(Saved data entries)

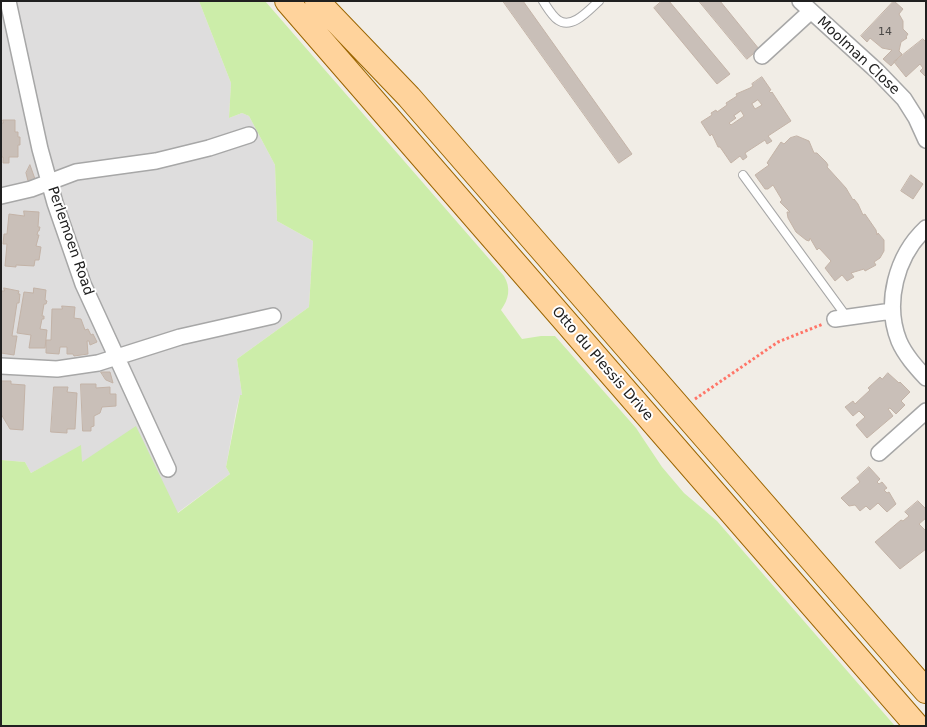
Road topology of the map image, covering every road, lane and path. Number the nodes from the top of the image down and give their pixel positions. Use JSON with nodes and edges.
{"nodes":[{"id":1,"x":8,"y":1,"type":"edge"},
{"id":2,"x":288,"y":1,"type":"edge"},
{"id":3,"x":317,"y":1,"type":"edge"},
{"id":4,"x":543,"y":1,"type":"edge"},
{"id":5,"x":594,"y":3,"type":"edge"},
{"id":6,"x":806,"y":6,"type":"edge"},
{"id":7,"x":6,"y":22,"type":"edge"},
{"id":8,"x":762,"y":56,"type":"dead end"},
{"id":9,"x":249,"y":135,"type":"dead end"},
{"id":10,"x":926,"y":140,"type":"edge"},
{"id":11,"x":743,"y":175,"type":"dead end"},
{"id":12,"x":49,"y":182,"type":"junction"},
{"id":13,"x":1,"y":196,"type":"edge"},
{"id":14,"x":926,"y":228,"type":"edge"},
{"id":15,"x":569,"y":281,"type":"junction"},
{"id":16,"x":546,"y":300,"type":"junction"},
{"id":17,"x":892,"y":311,"type":"junction"},
{"id":18,"x":273,"y":316,"type":"dead end"},
{"id":19,"x":840,"y":318,"type":"junction"},
{"id":20,"x":116,"y":357,"type":"junction"},
{"id":21,"x":1,"y":366,"type":"edge"},
{"id":22,"x":926,"y":378,"type":"edge"},
{"id":23,"x":695,"y":400,"type":"dead end"},
{"id":24,"x":926,"y":411,"type":"edge"},
{"id":25,"x":879,"y":453,"type":"dead end"},
{"id":26,"x":168,"y":469,"type":"dead end"},
{"id":27,"x":923,"y":688,"type":"edge"},
{"id":28,"x":898,"y":703,"type":"junction"},
{"id":29,"x":917,"y":726,"type":"edge"}],
"edges":[{"from":1,"to":7,"type":"street","name":"Perlemoen Road"},
{"from":2,"to":16,"type":"main road","name":"Otto du Plessis Drive"},
{"from":3,"to":15,"type":"main road"},
{"from":4,"to":5,"type":"lane"},
{"from":6,"to":8,"type":"street"},
{"from":6,"to":10,"type":"street","name":"Moolman Close"},
{"from":7,"to":12,"type":"street","name":"Perlemoen Road"},
{"from":9,"to":12,"type":"street"},
{"from":11,"to":19,"type":"lane"},
{"from":12,"to":13,"type":"street"},
{"from":12,"to":20,"type":"street","name":"Perlemoen Road"},
{"from":14,"to":17,"type":"street"},
{"from":15,"to":16,"type":"main road"},
{"from":15,"to":27,"type":"main road"},
{"from":16,"to":28,"type":"main road","name":"Otto du Plessis Drive"},
{"from":17,"to":19,"type":"street"},
{"from":17,"to":22,"type":"street"},
{"from":18,"to":20,"type":"street"},
{"from":19,"to":23,"type":"path"},
{"from":20,"to":21,"type":"street"},
{"from":20,"to":26,"type":"street","name":"Perlemoen Road"},
{"from":24,"to":25,"type":"street"},
{"from":27,"to":28,"type":"main road"},
{"from":28,"to":29,"type":"main road","name":"Otto du Plessis Drive"}]}
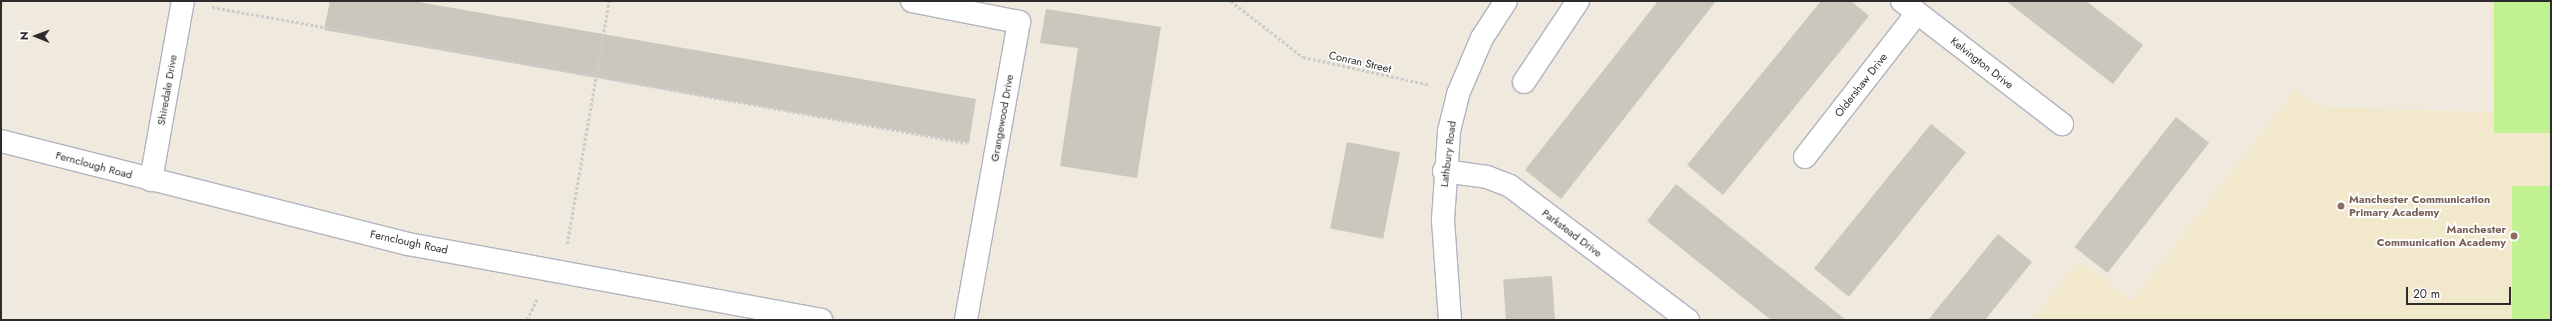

▶ [Task requirements]: Extract from the data every line where "Otto" shows up.

▶ [Reply]:
{"from":2,"to":16,"type":"main road","name":"Otto du Plessis Drive"},
{"from":16,"to":28,"type":"main road","name":"Otto du Plessis Drive"},
{"from":28,"to":29,"type":"main road","name":"Otto du Plessis Drive"}]}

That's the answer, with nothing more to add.